# Collected data entries

+ + +

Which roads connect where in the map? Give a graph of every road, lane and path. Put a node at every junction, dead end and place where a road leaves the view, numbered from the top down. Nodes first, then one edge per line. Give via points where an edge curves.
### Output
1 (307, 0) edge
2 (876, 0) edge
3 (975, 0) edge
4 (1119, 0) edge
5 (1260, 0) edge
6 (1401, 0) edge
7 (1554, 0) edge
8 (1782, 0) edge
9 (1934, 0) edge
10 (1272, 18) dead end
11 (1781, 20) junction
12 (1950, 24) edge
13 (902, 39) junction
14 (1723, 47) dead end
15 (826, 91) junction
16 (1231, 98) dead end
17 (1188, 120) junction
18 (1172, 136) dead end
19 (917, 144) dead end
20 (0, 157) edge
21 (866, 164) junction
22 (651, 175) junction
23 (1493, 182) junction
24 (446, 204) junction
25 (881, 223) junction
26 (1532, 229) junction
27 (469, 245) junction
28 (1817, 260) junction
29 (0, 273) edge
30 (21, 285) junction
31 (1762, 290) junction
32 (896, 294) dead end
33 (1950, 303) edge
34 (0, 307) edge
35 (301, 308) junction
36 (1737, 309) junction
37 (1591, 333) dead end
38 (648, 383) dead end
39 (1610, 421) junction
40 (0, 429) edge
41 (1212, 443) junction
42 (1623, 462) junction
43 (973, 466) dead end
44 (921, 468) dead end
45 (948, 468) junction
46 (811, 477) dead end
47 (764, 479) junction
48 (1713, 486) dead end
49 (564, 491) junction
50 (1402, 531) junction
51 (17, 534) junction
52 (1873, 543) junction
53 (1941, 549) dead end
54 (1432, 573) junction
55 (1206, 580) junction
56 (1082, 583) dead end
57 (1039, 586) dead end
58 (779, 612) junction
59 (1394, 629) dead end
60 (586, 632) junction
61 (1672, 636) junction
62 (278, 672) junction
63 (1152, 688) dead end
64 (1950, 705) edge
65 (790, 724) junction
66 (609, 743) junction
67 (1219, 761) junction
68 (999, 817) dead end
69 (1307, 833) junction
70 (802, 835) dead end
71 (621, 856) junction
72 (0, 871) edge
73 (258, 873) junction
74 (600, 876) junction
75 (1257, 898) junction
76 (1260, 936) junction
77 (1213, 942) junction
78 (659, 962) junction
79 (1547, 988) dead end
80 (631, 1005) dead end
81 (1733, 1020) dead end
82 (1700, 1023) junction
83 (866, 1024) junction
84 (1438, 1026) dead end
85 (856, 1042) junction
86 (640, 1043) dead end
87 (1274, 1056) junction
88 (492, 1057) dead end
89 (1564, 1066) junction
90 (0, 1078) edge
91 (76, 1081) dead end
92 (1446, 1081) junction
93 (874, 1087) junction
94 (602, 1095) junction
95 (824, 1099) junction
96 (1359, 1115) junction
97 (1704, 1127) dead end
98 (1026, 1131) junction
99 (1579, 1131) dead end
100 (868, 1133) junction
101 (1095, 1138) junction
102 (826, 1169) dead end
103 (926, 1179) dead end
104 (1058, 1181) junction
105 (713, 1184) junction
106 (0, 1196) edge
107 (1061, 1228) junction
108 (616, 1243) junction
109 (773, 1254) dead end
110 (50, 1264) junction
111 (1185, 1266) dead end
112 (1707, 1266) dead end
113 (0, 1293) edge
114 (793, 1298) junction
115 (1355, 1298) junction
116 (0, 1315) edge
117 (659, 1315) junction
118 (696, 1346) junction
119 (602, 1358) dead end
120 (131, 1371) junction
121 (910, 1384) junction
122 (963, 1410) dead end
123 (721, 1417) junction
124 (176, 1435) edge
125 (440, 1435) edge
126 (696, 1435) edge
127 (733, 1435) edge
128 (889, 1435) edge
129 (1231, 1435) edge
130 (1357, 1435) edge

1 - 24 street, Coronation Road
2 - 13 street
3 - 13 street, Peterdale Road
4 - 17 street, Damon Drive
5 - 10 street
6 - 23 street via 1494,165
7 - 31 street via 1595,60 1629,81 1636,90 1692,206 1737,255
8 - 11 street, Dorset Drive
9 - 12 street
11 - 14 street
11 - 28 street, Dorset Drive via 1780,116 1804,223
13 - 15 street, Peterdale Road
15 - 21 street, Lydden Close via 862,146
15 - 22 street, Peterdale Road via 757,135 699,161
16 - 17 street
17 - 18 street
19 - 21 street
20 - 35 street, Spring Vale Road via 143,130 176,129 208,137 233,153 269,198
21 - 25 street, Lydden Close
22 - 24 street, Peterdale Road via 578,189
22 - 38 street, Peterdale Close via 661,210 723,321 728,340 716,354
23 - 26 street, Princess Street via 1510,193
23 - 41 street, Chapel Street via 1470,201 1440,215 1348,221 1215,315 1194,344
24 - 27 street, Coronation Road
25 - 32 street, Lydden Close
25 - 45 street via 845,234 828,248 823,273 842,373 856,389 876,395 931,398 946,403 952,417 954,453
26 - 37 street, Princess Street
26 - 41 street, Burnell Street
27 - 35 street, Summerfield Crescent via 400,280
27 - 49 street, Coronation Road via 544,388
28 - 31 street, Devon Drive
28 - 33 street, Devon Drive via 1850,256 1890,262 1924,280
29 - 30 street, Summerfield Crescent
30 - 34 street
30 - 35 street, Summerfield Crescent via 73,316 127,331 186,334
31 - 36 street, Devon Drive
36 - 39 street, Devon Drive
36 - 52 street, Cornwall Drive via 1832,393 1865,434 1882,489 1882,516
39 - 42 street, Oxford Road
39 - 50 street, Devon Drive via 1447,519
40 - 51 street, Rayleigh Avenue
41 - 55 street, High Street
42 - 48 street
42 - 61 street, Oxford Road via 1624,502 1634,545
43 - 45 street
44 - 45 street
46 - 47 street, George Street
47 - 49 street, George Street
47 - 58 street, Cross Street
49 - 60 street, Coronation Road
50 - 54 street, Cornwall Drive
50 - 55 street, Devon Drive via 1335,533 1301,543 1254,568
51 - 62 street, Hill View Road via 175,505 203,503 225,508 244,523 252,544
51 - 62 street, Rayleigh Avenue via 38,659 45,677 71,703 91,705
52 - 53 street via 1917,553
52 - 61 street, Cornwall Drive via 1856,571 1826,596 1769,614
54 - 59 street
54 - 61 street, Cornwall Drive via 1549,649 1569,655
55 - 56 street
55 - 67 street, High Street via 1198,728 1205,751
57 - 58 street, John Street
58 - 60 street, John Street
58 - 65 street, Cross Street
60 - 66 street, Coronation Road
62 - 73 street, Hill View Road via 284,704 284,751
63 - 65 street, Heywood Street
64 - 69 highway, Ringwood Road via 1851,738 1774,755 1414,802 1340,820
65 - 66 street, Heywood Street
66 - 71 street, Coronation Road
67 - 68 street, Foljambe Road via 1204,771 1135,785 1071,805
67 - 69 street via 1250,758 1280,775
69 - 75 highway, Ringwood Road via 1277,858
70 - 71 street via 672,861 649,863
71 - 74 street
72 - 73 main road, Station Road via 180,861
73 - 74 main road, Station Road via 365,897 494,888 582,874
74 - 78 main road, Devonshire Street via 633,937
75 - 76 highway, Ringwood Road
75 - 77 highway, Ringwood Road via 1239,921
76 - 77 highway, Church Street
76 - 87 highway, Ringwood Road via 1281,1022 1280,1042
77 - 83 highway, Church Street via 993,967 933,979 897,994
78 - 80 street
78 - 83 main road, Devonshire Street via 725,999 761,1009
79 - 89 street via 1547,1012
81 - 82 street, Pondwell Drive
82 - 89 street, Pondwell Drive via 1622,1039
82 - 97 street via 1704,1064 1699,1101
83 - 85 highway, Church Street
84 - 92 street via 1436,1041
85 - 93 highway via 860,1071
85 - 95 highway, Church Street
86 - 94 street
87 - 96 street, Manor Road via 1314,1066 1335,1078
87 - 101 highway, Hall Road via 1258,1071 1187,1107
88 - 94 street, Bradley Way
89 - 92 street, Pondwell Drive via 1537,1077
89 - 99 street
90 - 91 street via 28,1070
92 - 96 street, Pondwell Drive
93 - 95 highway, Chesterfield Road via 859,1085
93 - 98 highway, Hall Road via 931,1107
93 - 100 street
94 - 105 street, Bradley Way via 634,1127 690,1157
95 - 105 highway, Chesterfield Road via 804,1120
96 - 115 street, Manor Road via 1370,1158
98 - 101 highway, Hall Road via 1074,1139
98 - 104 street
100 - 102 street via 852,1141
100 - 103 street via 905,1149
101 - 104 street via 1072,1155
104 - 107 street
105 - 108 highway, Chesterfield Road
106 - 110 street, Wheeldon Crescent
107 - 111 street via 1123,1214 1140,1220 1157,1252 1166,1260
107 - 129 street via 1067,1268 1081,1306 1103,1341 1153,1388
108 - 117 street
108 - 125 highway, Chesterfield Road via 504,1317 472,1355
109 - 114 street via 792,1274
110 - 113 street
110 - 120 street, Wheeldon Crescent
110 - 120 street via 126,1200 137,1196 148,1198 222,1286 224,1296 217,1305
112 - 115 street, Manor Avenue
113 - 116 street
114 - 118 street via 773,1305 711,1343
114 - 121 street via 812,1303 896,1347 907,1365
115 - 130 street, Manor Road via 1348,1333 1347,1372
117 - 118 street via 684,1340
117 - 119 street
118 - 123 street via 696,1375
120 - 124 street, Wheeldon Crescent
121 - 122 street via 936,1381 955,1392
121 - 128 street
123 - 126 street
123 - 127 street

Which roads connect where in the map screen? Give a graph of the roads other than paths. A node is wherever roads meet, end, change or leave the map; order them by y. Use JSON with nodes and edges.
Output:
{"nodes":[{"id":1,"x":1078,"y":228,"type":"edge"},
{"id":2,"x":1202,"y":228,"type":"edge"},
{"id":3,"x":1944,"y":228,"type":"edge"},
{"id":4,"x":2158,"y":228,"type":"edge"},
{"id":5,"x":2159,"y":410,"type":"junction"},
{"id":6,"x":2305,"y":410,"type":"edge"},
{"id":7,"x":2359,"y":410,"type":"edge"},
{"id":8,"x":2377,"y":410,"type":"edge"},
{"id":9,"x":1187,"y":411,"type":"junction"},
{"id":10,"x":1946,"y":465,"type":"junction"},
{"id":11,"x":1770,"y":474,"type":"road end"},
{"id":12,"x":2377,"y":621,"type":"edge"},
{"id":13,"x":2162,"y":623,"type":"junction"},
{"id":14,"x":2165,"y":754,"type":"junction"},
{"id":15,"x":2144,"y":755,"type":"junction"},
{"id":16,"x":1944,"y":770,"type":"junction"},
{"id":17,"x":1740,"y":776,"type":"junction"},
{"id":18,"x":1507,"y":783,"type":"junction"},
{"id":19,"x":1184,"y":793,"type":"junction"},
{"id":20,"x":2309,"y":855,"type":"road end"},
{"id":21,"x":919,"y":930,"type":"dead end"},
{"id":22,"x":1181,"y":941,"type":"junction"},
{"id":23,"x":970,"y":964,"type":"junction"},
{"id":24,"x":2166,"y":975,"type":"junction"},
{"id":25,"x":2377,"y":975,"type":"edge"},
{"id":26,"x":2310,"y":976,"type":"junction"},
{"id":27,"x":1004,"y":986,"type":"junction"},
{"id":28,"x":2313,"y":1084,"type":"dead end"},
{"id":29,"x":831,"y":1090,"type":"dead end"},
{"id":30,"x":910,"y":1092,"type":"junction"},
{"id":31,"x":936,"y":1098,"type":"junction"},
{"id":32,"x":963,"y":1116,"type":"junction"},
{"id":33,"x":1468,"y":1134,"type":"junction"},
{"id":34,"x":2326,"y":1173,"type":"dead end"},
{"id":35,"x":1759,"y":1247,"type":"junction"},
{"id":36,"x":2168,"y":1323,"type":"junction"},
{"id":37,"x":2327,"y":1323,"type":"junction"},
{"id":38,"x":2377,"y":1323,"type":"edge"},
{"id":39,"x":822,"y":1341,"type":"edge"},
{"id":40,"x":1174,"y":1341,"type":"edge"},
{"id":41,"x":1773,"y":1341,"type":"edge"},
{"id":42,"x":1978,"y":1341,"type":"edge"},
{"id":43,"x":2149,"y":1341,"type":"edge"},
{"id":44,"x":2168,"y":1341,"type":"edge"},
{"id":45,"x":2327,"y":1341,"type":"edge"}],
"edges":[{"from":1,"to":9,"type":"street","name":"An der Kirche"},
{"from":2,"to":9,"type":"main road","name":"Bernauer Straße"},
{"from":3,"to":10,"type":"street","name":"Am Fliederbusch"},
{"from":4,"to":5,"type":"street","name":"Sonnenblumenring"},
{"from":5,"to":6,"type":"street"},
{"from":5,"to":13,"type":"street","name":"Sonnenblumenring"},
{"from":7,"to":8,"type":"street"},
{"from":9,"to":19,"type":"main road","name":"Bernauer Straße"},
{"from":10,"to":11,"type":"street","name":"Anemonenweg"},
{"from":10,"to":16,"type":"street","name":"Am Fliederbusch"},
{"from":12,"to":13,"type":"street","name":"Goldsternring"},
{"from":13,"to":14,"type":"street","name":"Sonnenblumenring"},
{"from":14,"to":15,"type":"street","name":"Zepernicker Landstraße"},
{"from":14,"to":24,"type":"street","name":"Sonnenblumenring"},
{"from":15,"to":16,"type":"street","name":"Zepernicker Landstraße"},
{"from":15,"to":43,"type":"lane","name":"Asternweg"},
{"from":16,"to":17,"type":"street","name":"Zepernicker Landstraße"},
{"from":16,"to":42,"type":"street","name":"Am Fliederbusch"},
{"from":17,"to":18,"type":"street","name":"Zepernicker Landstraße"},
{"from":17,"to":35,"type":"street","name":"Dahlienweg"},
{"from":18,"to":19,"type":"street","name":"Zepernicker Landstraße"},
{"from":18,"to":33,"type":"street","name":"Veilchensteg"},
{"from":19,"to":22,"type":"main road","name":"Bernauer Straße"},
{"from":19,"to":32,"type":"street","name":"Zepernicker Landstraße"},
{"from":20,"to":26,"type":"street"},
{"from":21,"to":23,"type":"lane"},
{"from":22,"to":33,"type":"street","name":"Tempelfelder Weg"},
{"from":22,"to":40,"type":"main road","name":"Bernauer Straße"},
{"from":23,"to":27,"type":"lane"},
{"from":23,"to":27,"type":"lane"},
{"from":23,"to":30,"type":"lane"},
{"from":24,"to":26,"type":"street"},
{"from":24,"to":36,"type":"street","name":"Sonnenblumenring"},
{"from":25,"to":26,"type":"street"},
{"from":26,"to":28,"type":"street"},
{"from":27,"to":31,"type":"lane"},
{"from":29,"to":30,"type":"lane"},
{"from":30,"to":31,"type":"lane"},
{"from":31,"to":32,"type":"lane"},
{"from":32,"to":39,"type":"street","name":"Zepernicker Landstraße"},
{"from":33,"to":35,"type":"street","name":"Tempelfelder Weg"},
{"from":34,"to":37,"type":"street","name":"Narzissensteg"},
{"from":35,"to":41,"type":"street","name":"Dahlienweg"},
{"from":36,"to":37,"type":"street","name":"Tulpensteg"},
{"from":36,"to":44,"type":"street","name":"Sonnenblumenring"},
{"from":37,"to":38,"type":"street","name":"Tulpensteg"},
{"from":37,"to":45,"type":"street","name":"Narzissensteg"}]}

+ + +

# About this exercise
Show every line of the data that includes the string "main".

# Response area
72 - 73 main road, Station Road via 180,861
73 - 74 main road, Station Road via 365,897 494,888 582,874
74 - 78 main road, Devonshire Street via 633,937
78 - 83 main road, Devonshire Street via 725,999 761,1009
{"from":2,"to":9,"type":"main road","name":"Bernauer Straße"},
{"from":9,"to":19,"type":"main road","name":"Bernauer Straße"},
{"from":19,"to":22,"type":"main road","name":"Bernauer Straße"},
{"from":22,"to":40,"type":"main road","name":"Bernauer Straße"},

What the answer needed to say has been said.